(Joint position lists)
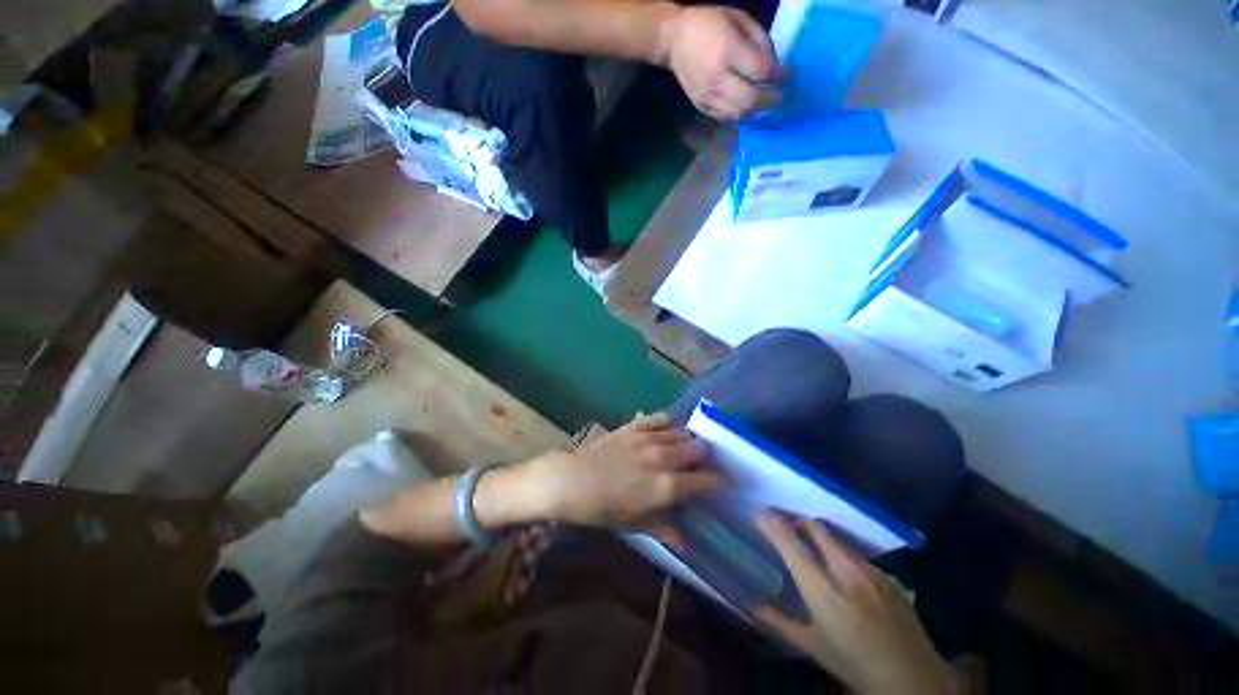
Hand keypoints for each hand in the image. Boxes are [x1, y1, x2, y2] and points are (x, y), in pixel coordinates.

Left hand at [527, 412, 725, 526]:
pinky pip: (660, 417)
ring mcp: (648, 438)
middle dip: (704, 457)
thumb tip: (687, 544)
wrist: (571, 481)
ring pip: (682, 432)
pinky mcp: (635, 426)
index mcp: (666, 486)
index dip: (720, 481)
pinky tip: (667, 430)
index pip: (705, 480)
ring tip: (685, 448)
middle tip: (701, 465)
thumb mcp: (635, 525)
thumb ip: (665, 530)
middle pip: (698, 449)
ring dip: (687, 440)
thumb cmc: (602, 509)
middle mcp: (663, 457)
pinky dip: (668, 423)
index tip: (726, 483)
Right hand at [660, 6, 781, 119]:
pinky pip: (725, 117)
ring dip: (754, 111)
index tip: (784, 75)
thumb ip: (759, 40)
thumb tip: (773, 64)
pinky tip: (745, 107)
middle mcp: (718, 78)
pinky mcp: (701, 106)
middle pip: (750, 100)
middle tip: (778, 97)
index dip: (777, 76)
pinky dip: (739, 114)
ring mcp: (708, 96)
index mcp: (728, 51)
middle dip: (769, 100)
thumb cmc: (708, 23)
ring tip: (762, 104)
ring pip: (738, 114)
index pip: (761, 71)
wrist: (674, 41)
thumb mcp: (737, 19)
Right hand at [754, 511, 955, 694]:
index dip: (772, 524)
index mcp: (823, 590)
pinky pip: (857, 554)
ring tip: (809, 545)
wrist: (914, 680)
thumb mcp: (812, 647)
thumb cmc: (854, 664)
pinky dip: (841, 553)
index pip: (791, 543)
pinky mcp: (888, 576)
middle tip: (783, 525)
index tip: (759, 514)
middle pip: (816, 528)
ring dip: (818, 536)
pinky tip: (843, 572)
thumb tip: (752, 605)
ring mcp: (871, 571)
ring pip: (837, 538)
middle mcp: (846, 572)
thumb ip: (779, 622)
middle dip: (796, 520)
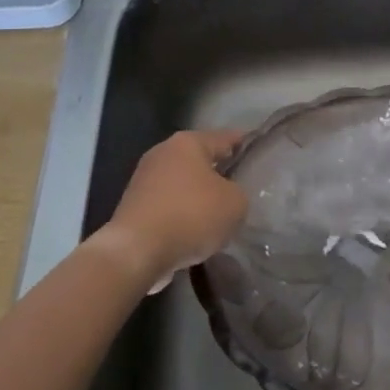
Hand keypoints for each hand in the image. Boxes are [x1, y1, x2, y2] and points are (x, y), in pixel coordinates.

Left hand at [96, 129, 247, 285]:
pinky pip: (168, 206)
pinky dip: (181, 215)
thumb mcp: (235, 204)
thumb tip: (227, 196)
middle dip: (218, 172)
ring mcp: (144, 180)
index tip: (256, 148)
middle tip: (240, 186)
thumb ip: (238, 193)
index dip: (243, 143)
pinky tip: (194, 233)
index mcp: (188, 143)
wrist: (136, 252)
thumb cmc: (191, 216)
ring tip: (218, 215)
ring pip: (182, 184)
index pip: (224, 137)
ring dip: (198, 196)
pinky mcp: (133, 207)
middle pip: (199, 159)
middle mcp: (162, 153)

*What is being asked:* Print all the entries again exactly as written, but without the pictures.

*Written response:*
Hand keypoints for each hand in the image. Boxes are [x1, y1, x2, y2] and points are (x, y), in pixel coordinates.

Left hand at [527, 412, 725, 526]:
pinky pip: (660, 417)
ring mcp: (648, 438)
middle dip: (704, 457)
thumb tip: (687, 544)
wrist: (571, 481)
ring pip: (682, 432)
pinky mcp: (635, 426)
index mcp: (666, 486)
index dip: (720, 481)
pinky tip: (667, 430)
index pip: (705, 480)
ring tip: (685, 448)
middle tip: (701, 465)
thumb mcp: (635, 525)
thumb ip: (665, 530)
middle pip: (698, 449)
ring dip: (687, 440)
thumb cmc: (602, 509)
middle mcp: (663, 457)
pinky dip: (668, 423)
index tip: (726, 483)
Right hand at [660, 6, 781, 119]:
pinky pip: (725, 117)
ring dip: (754, 111)
index tip: (784, 75)
thumb ip: (759, 40)
thumb tip: (773, 64)
pinky tip: (745, 107)
middle mcp: (718, 78)
pinky mcp: (701, 106)
middle pip: (750, 100)
middle tip: (778, 97)
index dip: (777, 76)
pinky dip: (739, 114)
ring mcp: (708, 96)
index mcp: (728, 51)
middle dip: (769, 100)
thumb cmc: (708, 23)
ring tip: (762, 104)
ring pip: (738, 114)
index pip: (761, 71)
wrist: (674, 41)
thumb mcp: (737, 19)
Right hand at [754, 511, 955, 694]:
index dip: (772, 524)
index mcp: (823, 590)
pinky pip: (857, 554)
ring tip: (809, 545)
wrist: (914, 680)
thumb mcp: (812, 647)
thumb cmc: (854, 664)
pinky dip: (841, 553)
index pip: (791, 543)
pinky mcp: (888, 576)
middle tip: (783, 525)
index tip: (759, 514)
middle pip: (816, 528)
ring dip: (818, 536)
pinky tip: (843, 572)
thumb tip: (752, 605)
ring mcp: (871, 571)
ring pip: (837, 538)
middle mcp: (846, 572)
thumb ip: (779, 622)
middle dip: (796, 520)
Hand keypoints for each hand in the image. Boxes are [x1, y1, x2, y2] and points are (x, y), in pixel coordinates.

Left hand at [96, 129, 247, 285]:
pinky pip: (168, 206)
pinky dip: (181, 215)
thumb mcp: (235, 204)
thumb tip: (227, 196)
middle dip: (218, 172)
ring mcp: (144, 180)
index tip: (256, 148)
middle tip: (240, 186)
thumb ip: (238, 193)
index dip: (243, 143)
pinky tip: (194, 233)
index mcp: (188, 143)
wrist: (136, 252)
thumb cmc: (191, 216)
ring tip: (218, 215)
ring pip: (182, 184)
index pip: (224, 137)
ring dip: (198, 196)
pinky mcp: (133, 207)
middle pip: (199, 159)
middle mcp: (162, 153)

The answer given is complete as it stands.